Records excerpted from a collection

┄┄┄┄┄┄┄┄┄┄┄┄┄┄┄┄┄┄┄┄

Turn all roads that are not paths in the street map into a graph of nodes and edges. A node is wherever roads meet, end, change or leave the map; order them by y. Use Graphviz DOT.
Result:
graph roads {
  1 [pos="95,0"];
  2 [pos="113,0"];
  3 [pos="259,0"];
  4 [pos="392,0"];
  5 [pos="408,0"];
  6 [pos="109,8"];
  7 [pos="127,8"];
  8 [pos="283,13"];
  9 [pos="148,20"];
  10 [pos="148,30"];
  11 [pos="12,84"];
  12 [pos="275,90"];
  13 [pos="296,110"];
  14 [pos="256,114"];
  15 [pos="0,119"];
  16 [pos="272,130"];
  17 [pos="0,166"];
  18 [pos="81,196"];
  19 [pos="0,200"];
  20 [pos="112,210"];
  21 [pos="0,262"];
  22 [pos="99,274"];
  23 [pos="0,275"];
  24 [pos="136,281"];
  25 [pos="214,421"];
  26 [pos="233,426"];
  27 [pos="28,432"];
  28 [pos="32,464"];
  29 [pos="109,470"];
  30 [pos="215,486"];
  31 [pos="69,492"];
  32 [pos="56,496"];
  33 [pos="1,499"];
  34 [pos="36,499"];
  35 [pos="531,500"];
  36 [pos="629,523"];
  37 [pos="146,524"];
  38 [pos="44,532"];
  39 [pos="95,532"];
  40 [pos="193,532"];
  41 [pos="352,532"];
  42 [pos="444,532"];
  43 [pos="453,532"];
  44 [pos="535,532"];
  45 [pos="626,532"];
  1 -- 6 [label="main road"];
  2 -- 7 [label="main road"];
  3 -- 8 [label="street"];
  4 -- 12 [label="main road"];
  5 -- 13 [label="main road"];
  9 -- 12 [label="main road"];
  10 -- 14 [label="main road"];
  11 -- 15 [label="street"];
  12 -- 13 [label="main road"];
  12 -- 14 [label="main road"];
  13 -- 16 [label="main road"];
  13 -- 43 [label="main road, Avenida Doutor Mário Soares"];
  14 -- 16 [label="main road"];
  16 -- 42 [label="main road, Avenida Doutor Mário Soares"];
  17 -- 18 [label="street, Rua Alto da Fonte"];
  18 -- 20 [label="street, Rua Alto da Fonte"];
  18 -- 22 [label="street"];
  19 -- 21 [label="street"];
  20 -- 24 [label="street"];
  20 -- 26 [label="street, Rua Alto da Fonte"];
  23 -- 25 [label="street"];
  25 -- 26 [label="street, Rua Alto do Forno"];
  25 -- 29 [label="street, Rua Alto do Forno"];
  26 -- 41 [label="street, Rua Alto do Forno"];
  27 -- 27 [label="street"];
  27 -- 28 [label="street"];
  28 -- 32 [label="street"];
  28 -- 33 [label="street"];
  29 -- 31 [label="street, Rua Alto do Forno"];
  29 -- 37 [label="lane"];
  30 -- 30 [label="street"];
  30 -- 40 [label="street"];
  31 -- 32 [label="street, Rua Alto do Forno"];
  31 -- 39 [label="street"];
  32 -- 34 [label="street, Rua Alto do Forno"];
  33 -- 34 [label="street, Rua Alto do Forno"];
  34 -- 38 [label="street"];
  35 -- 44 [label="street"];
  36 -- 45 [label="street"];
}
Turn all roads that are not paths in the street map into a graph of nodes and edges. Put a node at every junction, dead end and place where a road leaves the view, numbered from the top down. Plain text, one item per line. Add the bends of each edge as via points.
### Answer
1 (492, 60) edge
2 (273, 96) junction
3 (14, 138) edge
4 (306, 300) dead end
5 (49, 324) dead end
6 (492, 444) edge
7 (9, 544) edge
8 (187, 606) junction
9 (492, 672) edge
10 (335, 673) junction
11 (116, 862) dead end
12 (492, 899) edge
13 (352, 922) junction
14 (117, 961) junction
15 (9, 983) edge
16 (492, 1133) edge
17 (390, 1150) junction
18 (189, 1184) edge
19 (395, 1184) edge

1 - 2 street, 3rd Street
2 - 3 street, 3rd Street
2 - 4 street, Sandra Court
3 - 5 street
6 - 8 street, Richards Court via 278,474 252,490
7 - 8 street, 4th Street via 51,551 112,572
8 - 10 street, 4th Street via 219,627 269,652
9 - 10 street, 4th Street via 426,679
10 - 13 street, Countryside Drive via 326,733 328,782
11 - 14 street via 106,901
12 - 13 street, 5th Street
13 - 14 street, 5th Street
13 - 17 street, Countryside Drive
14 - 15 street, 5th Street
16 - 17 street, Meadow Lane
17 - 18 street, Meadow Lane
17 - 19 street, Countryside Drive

┄┄┄┄┄┄┄┄┄┄┄┄┄┄┄┄┄┄┄┄

**Your task**
Output every record above in full, exactly as it reads.

**Written answer**
Turn all roads that are not paths in the street map into a graph of nodes and edges. A node is wherever roads meet, end, change or leave the map; order them by y. Use Graphviz DOT.
Result:
graph roads {
  1 [pos="95,0"];
  2 [pos="113,0"];
  3 [pos="259,0"];
  4 [pos="392,0"];
  5 [pos="408,0"];
  6 [pos="109,8"];
  7 [pos="127,8"];
  8 [pos="283,13"];
  9 [pos="148,20"];
  10 [pos="148,30"];
  11 [pos="12,84"];
  12 [pos="275,90"];
  13 [pos="296,110"];
  14 [pos="256,114"];
  15 [pos="0,119"];
  16 [pos="272,130"];
  17 [pos="0,166"];
  18 [pos="81,196"];
  19 [pos="0,200"];
  20 [pos="112,210"];
  21 [pos="0,262"];
  22 [pos="99,274"];
  23 [pos="0,275"];
  24 [pos="136,281"];
  25 [pos="214,421"];
  26 [pos="233,426"];
  27 [pos="28,432"];
  28 [pos="32,464"];
  29 [pos="109,470"];
  30 [pos="215,486"];
  31 [pos="69,492"];
  32 [pos="56,496"];
  33 [pos="1,499"];
  34 [pos="36,499"];
  35 [pos="531,500"];
  36 [pos="629,523"];
  37 [pos="146,524"];
  38 [pos="44,532"];
  39 [pos="95,532"];
  40 [pos="193,532"];
  41 [pos="352,532"];
  42 [pos="444,532"];
  43 [pos="453,532"];
  44 [pos="535,532"];
  45 [pos="626,532"];
  1 -- 6 [label="main road"];
  2 -- 7 [label="main road"];
  3 -- 8 [label="street"];
  4 -- 12 [label="main road"];
  5 -- 13 [label="main road"];
  9 -- 12 [label="main road"];
  10 -- 14 [label="main road"];
  11 -- 15 [label="street"];
  12 -- 13 [label="main road"];
  12 -- 14 [label="main road"];
  13 -- 16 [label="main road"];
  13 -- 43 [label="main road, Avenida Doutor Mário Soares"];
  14 -- 16 [label="main road"];
  16 -- 42 [label="main road, Avenida Doutor Mário Soares"];
  17 -- 18 [label="street, Rua Alto da Fonte"];
  18 -- 20 [label="street, Rua Alto da Fonte"];
  18 -- 22 [label="street"];
  19 -- 21 [label="street"];
  20 -- 24 [label="street"];
  20 -- 26 [label="street, Rua Alto da Fonte"];
  23 -- 25 [label="street"];
  25 -- 26 [label="street, Rua Alto do Forno"];
  25 -- 29 [label="street, Rua Alto do Forno"];
  26 -- 41 [label="street, Rua Alto do Forno"];
  27 -- 27 [label="street"];
  27 -- 28 [label="street"];
  28 -- 32 [label="street"];
  28 -- 33 [label="street"];
  29 -- 31 [label="street, Rua Alto do Forno"];
  29 -- 37 [label="lane"];
  30 -- 30 [label="street"];
  30 -- 40 [label="street"];
  31 -- 32 [label="street, Rua Alto do Forno"];
  31 -- 39 [label="street"];
  32 -- 34 [label="street, Rua Alto do Forno"];
  33 -- 34 [label="street, Rua Alto do Forno"];
  34 -- 38 [label="street"];
  35 -- 44 [label="street"];
  36 -- 45 [label="street"];
}
Turn all roads that are not paths in the street map into a graph of nodes and edges. Put a node at every junction, dead end and place where a road leaves the view, numbered from the top down. Plain text, one item per line. Add the bends of each edge as via points.
### Answer
1 (492, 60) edge
2 (273, 96) junction
3 (14, 138) edge
4 (306, 300) dead end
5 (49, 324) dead end
6 (492, 444) edge
7 (9, 544) edge
8 (187, 606) junction
9 (492, 672) edge
10 (335, 673) junction
11 (116, 862) dead end
12 (492, 899) edge
13 (352, 922) junction
14 (117, 961) junction
15 (9, 983) edge
16 (492, 1133) edge
17 (390, 1150) junction
18 (189, 1184) edge
19 (395, 1184) edge

1 - 2 street, 3rd Street
2 - 3 street, 3rd Street
2 - 4 street, Sandra Court
3 - 5 street
6 - 8 street, Richards Court via 278,474 252,490
7 - 8 street, 4th Street via 51,551 112,572
8 - 10 street, 4th Street via 219,627 269,652
9 - 10 street, 4th Street via 426,679
10 - 13 street, Countryside Drive via 326,733 328,782
11 - 14 street via 106,901
12 - 13 street, 5th Street
13 - 14 street, 5th Street
13 - 17 street, Countryside Drive
14 - 15 street, 5th Street
16 - 17 street, Meadow Lane
17 - 18 street, Meadow Lane
17 - 19 street, Countryside Drive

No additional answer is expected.